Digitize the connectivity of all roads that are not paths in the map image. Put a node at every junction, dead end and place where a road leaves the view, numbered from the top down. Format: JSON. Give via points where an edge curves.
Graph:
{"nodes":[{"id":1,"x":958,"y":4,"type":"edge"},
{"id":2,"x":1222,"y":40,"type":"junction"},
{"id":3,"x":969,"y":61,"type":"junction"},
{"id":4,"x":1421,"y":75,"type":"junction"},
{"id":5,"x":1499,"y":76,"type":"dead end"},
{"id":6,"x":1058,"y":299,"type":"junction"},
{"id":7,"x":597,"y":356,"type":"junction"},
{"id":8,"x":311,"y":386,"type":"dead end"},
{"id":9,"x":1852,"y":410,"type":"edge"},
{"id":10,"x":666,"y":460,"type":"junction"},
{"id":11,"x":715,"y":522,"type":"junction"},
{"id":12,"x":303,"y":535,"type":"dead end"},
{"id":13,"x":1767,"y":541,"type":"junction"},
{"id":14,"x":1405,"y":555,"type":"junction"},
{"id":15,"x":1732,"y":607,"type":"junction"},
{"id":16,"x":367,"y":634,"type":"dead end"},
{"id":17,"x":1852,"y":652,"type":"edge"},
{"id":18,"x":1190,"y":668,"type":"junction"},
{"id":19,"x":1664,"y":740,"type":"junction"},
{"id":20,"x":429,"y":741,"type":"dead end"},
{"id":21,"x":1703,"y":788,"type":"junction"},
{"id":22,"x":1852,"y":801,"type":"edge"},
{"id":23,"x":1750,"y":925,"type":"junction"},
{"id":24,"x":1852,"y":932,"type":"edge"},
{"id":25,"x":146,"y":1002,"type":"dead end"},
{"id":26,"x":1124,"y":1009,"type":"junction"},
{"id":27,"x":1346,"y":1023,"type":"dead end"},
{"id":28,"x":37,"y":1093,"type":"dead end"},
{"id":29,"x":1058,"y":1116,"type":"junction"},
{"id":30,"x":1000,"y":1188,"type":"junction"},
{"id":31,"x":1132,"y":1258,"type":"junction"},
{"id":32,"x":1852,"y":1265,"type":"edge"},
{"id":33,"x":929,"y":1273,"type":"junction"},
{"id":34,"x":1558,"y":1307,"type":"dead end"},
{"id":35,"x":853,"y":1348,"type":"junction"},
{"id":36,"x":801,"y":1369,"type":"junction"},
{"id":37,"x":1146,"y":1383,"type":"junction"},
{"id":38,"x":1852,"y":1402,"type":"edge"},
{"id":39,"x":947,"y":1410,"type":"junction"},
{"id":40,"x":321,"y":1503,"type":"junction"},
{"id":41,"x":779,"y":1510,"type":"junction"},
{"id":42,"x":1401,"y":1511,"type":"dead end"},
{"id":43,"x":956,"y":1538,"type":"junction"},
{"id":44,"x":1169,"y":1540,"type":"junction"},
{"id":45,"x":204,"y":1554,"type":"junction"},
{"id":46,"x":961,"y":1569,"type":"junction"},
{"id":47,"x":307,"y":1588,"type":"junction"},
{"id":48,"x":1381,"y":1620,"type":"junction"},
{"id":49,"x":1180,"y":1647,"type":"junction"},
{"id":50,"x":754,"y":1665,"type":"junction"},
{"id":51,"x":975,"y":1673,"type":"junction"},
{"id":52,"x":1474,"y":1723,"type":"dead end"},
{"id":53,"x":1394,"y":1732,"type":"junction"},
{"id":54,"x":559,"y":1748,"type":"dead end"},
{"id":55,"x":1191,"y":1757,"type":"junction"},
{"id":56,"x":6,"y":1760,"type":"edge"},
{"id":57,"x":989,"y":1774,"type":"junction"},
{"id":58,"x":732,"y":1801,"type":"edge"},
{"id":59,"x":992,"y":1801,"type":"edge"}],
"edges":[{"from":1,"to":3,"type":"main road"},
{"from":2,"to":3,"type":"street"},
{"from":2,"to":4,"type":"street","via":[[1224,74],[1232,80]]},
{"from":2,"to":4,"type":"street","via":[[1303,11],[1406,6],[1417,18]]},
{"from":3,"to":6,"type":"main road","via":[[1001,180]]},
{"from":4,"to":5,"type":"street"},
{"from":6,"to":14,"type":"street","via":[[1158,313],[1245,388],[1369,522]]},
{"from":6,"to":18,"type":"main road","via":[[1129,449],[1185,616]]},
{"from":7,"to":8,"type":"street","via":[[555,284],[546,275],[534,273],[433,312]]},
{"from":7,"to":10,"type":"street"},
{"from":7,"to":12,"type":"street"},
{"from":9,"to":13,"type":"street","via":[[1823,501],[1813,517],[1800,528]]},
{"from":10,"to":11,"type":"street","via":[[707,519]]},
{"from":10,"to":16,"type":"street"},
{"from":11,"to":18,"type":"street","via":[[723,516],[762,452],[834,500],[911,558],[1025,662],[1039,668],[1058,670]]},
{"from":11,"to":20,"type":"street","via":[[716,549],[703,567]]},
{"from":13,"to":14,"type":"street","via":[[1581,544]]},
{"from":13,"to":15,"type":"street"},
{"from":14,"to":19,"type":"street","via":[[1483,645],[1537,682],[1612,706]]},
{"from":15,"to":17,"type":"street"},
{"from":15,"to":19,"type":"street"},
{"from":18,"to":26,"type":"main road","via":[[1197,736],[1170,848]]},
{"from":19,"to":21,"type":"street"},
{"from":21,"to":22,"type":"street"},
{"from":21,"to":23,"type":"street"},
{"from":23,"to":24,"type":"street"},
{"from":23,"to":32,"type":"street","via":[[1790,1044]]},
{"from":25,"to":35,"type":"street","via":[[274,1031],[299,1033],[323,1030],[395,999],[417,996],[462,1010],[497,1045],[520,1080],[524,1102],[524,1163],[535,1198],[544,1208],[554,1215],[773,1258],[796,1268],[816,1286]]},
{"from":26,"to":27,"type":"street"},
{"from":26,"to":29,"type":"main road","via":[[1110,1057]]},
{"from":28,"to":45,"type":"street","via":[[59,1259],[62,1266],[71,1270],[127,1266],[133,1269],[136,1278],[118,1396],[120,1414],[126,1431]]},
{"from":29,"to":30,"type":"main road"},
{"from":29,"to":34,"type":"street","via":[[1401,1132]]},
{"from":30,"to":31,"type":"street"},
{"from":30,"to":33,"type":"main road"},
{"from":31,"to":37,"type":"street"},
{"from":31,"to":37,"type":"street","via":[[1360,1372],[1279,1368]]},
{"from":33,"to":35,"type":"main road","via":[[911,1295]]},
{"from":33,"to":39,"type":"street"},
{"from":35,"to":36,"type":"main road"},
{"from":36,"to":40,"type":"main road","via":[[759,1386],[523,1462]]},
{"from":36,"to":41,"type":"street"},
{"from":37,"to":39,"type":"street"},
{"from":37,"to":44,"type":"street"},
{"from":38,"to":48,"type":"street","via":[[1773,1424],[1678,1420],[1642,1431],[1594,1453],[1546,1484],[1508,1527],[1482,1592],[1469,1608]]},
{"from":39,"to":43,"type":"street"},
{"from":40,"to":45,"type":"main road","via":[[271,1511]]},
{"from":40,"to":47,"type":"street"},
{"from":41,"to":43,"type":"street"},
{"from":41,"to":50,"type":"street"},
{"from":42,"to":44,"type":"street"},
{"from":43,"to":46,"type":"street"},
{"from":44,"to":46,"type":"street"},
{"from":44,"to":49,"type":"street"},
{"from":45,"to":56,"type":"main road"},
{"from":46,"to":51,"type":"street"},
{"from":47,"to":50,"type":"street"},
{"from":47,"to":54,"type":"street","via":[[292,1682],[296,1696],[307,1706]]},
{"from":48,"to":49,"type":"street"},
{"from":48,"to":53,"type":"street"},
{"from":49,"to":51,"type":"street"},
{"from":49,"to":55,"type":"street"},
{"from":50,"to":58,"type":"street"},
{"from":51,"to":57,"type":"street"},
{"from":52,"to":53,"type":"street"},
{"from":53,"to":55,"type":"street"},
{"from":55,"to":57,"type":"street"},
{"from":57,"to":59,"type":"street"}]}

= = = = = = =

WHAT THE TASK REQUIRES » Find every line above that contains the word "main", and return each one.

EXERCISE RESULT »
"edges":[{"from":1,"to":3,"type":"main road"},
{"from":3,"to":6,"type":"main road","via":[[1001,180]]},
{"from":6,"to":18,"type":"main road","via":[[1129,449],[1185,616]]},
{"from":18,"to":26,"type":"main road","via":[[1197,736],[1170,848]]},
{"from":26,"to":29,"type":"main road","via":[[1110,1057]]},
{"from":29,"to":30,"type":"main road"},
{"from":30,"to":33,"type":"main road"},
{"from":33,"to":35,"type":"main road","via":[[911,1295]]},
{"from":35,"to":36,"type":"main road"},
{"from":36,"to":40,"type":"main road","via":[[759,1386],[523,1462]]},
{"from":40,"to":45,"type":"main road","via":[[271,1511]]},
{"from":45,"to":56,"type":"main road"},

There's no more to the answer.